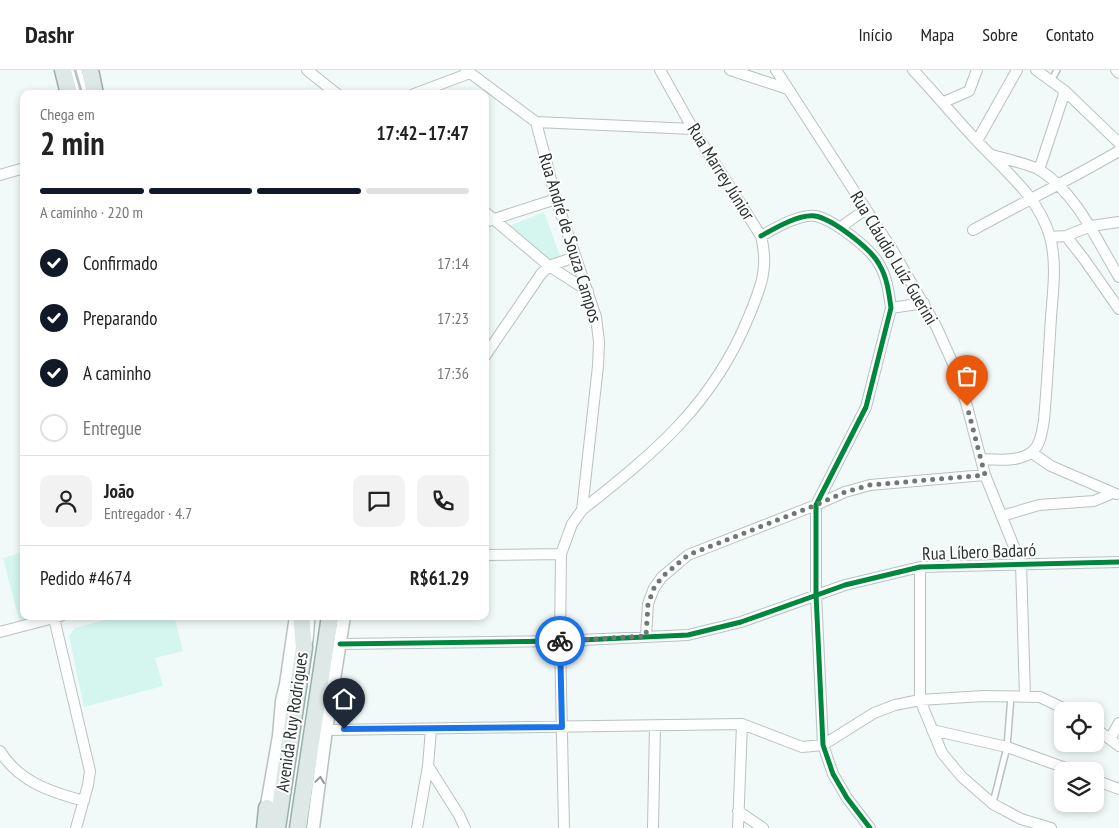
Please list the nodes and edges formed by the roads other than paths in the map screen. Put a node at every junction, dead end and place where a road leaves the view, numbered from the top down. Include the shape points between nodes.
1 (63, 70) edge
2 (71, 70) edge
3 (79, 70) edge
4 (90, 70) edge
5 (307, 70) edge
6 (660, 70) edge
7 (730, 70) edge
8 (776, 70) edge
9 (913, 70) edge
10 (977, 70) edge
11 (1017, 70) edge
12 (1036, 70) edge
13 (1056, 70) edge
14 (1116, 70) edge
15 (468, 72) edge
16 (1119, 73) edge
17 (1051, 82) junction
18 (788, 89) junction
19 (68, 90) edge
20 (77, 90) edge
21 (85, 90) edge
22 (94, 90) edge
23 (332, 90) edge
24 (424, 90) edge
25 (1065, 92) junction
26 (944, 102) junction
27 (536, 122) junction
28 (693, 129) junction
29 (977, 141) junction
30 (1119, 143) edge
31 (1119, 151) edge
32 (991, 155) junction
33 (20, 169) edge
34 (1039, 170) junction
35 (0, 175) edge
36 (1058, 186) junction
37 (1031, 198) junction
38 (556, 199) junction
39 (866, 208) junction
40 (489, 221) edge
41 (1119, 222) edge
42 (1091, 226) junction
43 (841, 227) junction
44 (973, 230) dead end
45 (761, 236) junction
46 (1066, 236) junction
47 (1050, 237) junction
48 (893, 251) junction
49 (575, 257) junction
50 (878, 262) junction
51 (549, 266) junction
52 (1119, 277) edge
53 (588, 291) junction
54 (924, 303) junction
55 (892, 308) junction
56 (1119, 309) edge
57 (489, 350) edge
58 (1032, 453) junction
59 (982, 459) junction
60 (985, 475) junction
61 (1116, 494) edge
62 (816, 505) junction
63 (582, 510) junction
64 (1002, 516) junction
65 (561, 554) junction
66 (489, 555) edge
67 (1119, 562) edge
68 (1021, 564) junction
69 (920, 567) junction
70 (816, 594) junction
71 (46, 620) edge
72 (59, 620) edge
73 (295, 620) edge
74 (301, 620) edge
75 (311, 620) edge
76 (329, 620) edge
77 (343, 620) edge
78 (0, 632) edge
79 (646, 636) junction
80 (560, 640) junction
81 (340, 644) junction
82 (1011, 696) junction
83 (1025, 696) junction
84 (920, 700) junction
85 (1054, 704) edge
86 (1119, 723) edge
87 (742, 724) junction
88 (655, 726) junction
89 (562, 727) junction
90 (431, 729) junction
91 (326, 730) junction
92 (932, 730) junction
93 (1104, 735) edge
94 (1110, 739) junction
95 (824, 745) junction
96 (1007, 746) junction
97 (1119, 746) edge
98 (295, 750) dead end
99 (0, 751) edge
100 (1054, 764) edge
101 (428, 766) junction
102 (1104, 783) edge
103 (1119, 789) edge
104 (84, 801) junction
105 (993, 804) junction
106 (267, 808) joint
107 (738, 811) junction
108 (76, 828) edge
109 (263, 828) edge
110 (277, 828) edge
111 (298, 828) edge
112 (313, 828) edge
113 (417, 828) edge
114 (465, 828) edge
115 (564, 828) edge
116 (653, 828) edge
117 (738, 828) edge
118 (763, 828) edge
119 (870, 828) edge
120 (1051, 828) edge

1 - 19 main road
2 - 20 lane
3 - 21 lane
4 - 22 main road
5 - 23 street
6 - 28 street, Rua Marrey Júnior
7 - 18 street
8 - 18 street, Rua Cláudio Luíz Guerini
9 - 26 street
10 - 26 street via 969,91
11 - 29 street
12 - 17 street
13 - 17 lane
14 - 16 street
15 - 24 street
15 - 27 street
17 - 25 street
18 - 39 street, Rua Cláudio Luíz Guerini
25 - 30 street
25 - 34 street
26 - 29 street
27 - 28 street
27 - 38 street, Rua André de Souza Campos
28 - 45 street, Rua Marrey Júnior
29 - 32 street
31 - 36 street
32 - 34 street
32 - 37 street
33 - 35 street
34 - 36 street
36 - 37 street
36 - 42 street
37 - 44 street
37 - 47 street
38 - 40 street
38 - 49 street, Rua André de Souza Campos
39 - 43 street
39 - 48 street, Rua Cláudio Luíz Guerini
40 - 51 street
41 - 42 street
42 - 46 street
42 - 52 street
43 - 45 street via 815,216 796,219
43 - 50 street
45 - 63 street, Rua Marrey Júnior via 765,252 761,286 731,355 709,391 657,448
46 - 47 street
46 - 56 street
47 - 58 street via 1054,282 1044,420 1040,441
48 - 50 street
48 - 54 street, Rua Cláudio Luíz Guerini
49 - 51 street
49 - 53 street, Rua André de Souza Campos
50 - 55 street
51 - 53 street
51 - 57 street
53 - 63 street, Rua André de Souza Campos via 599,342
54 - 55 street
54 - 59 street, Rua Cláudio Luíz Guerini via 954,366
55 - 62 street via 866,407
58 - 59 street via 1022,458
58 - 61 street via 1051,466
59 - 60 street, Rua Cláudio Luíz Guerini
60 - 62 street via 870,485
60 - 64 street, Rua Cláudio Luíz Guerini
61 - 64 street via 1094,501 1039,505
62 - 70 street
62 - 79 street via 681,560 654,588 648,604
63 - 65 street, Rua André de Souza Campos via 572,524
64 - 68 street, Rua Cláudio Luíz Guerini
65 - 66 street
65 - 80 street, Rua André de Souza Campos
67 - 68 street, Rua Líbero Badaró
68 - 69 street, Rua Líbero Badaró
68 - 83 street, Rua Cláudio Luíz Guerini
69 - 70 street, Rua Líbero Badaró
69 - 84 street
70 - 79 street, Rua Líbero Badaró via 741,622 697,633
70 - 95 street
71 - 78 street
72 - 104 street via 90,771
73 - 106 street
74 - 110 main road, Avenida Ruy Rodrigues via 304,647
75 - 98 lane
76 - 111 main road, Avenida Ruy Rodrigues
77 - 81 street
79 - 80 street, Rua Líbero Badaró
80 - 81 street, Rua Líbero Badaró
80 - 89 street, Rua André de Souza Campos
81 - 91 street
82 - 83 street
82 - 84 street
82 - 96 lane
83 - 85 street via 1040,697
84 - 92 street
84 - 95 street via 874,713
86 - 94 street
87 - 88 street
87 - 95 street via 802,747
87 - 107 street
88 - 89 street
88 - 116 street
89 - 90 street
89 - 115 street, Rua André de Souza Campos
90 - 91 street
90 - 101 street
112 -> 91 street
92 - 96 street
92 - 105 street via 950,763
93 - 94 street
94 - 97 street
95 - 119 street via 833,774
96 - 100 street
96 - 105 lane
99 - 104 street via 26,779
101 - 113 street
101 - 114 street
102 - 103 street
104 - 108 street
105 - 120 street via 1022,819
106 - 109 main road
107 - 117 street
107 - 118 street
****************
A single figure is all that is needed: the number of lines above that contain the string "lane".

* **Written answer**:
6